Von Ralf Keuper
Wer die verschiedenen Beiträge liest, in denen das scheinbar grenzenlose Potenzial der Datenauswertungstechnologien gepriesen wird, den überkommen manchmal Zweifel, ob das Paradies diesmal wirklich so nah ist.
Von ähnlichen Zweifel ist der, was die Einsatzmöglichkeiten von Big Data betrifft, ansonsten kaum zur Zurückhaltung neigende Greg Satell geplagt, die er sich in The Downsize of Data von der Seele schreibt.
Für Satell stellt sich das Problem wie folgt dar:
It’s relatively easy to collect information, aggregate it and apply algorithms to derive insights, but much harder to understand where the data comes from, what type of analysis is being applied and what types of error are involved. Insights, even when powered by impressive technology, never come easy. To get full value from data, we must understand its downside.
Die Schattenseiten erläutert Satell an mehreren Beispielen, wie u.a. an den abweichenden Bestandszahlen in den Systemen und den realen in den Lagern und Geschäften:
Yet in one study it was found that 65% of a retailer’s inventory data was inaccurate. In other cases, products are in the store, but not where they are supposed to be. Often, these discrepancies lead to inaccurate assessment of product demand, because customers are looking for products that they can’t find. The world can be a very messy place.

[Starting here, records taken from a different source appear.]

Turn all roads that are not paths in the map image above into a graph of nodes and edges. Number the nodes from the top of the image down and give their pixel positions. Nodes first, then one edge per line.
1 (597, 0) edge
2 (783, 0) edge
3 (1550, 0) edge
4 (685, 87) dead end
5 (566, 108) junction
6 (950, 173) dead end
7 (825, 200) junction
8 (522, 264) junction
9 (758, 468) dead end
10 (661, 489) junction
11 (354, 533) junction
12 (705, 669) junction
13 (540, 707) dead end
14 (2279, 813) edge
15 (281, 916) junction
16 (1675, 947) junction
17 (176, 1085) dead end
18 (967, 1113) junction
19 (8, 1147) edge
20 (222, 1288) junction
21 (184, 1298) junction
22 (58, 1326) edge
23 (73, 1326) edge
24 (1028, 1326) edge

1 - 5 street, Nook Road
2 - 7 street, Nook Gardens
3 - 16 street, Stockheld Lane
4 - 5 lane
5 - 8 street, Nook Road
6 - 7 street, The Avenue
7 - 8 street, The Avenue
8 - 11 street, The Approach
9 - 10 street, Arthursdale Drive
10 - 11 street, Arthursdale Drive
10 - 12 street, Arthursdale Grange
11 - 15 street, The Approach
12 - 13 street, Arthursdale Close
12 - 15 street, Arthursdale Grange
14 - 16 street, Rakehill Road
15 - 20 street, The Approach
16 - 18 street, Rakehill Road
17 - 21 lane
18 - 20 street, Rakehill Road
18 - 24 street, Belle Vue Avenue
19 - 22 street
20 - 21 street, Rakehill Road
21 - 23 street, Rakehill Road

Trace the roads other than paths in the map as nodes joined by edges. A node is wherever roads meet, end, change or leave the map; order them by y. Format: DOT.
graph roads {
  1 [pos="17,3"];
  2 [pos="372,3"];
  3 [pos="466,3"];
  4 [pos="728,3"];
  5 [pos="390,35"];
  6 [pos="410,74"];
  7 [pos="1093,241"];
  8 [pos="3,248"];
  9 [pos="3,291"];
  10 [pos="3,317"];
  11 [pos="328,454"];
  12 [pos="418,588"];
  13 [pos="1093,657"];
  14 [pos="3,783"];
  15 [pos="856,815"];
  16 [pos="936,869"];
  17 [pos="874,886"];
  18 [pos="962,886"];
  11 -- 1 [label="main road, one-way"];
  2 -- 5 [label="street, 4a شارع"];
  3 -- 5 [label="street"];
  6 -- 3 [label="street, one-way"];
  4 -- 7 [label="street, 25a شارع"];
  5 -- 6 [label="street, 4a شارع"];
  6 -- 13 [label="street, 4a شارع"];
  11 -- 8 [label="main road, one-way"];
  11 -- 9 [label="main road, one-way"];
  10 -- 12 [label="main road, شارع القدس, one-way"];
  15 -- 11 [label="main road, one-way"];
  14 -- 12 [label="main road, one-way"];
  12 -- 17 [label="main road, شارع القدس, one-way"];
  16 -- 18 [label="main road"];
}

With such sophisticated systems, it seems unbelievable that these kinds of errors would be so pervasive. However, when you treat people as mere data points, pay them poorly, neglect their working conditions and cut back on training to save money, data quality suffers. Is it any wonder that overworked, poorly treated, ill-trained employees make mistakes?
Cognitive scientists call this problem the availability bias and it is data’s achilles heel. We tend to give more weight to information that is readily available—such as numbers floating across a computer screen back at headquarters—and less to that which is harder to come by, like the day-to-day realities involved in everyday store operations.
Allzu häufig werde übersehen, so Satell, dass Daten von Menschen interpretiert werden müssen, um die richtigen Handlungen daraus ableiten zu können:
Yet with all the wonderful tools that we now have to capture, store and analyze data, we often forget that we need to do our part. The great gift of the digital age is that we can now effectively collaborate with immensely powerful machines and extend our human faculties farther than McLuhan had ever imagined. Still, all that is for naught if we cut ourselves out of the process.
Da kann man mit Ted Levitt hinzufügen:
The faster and more acrobatically the computer can perform, the greater the necessity that its presumed beneficiaries must first think about what it’s all for. (Thinking About Management)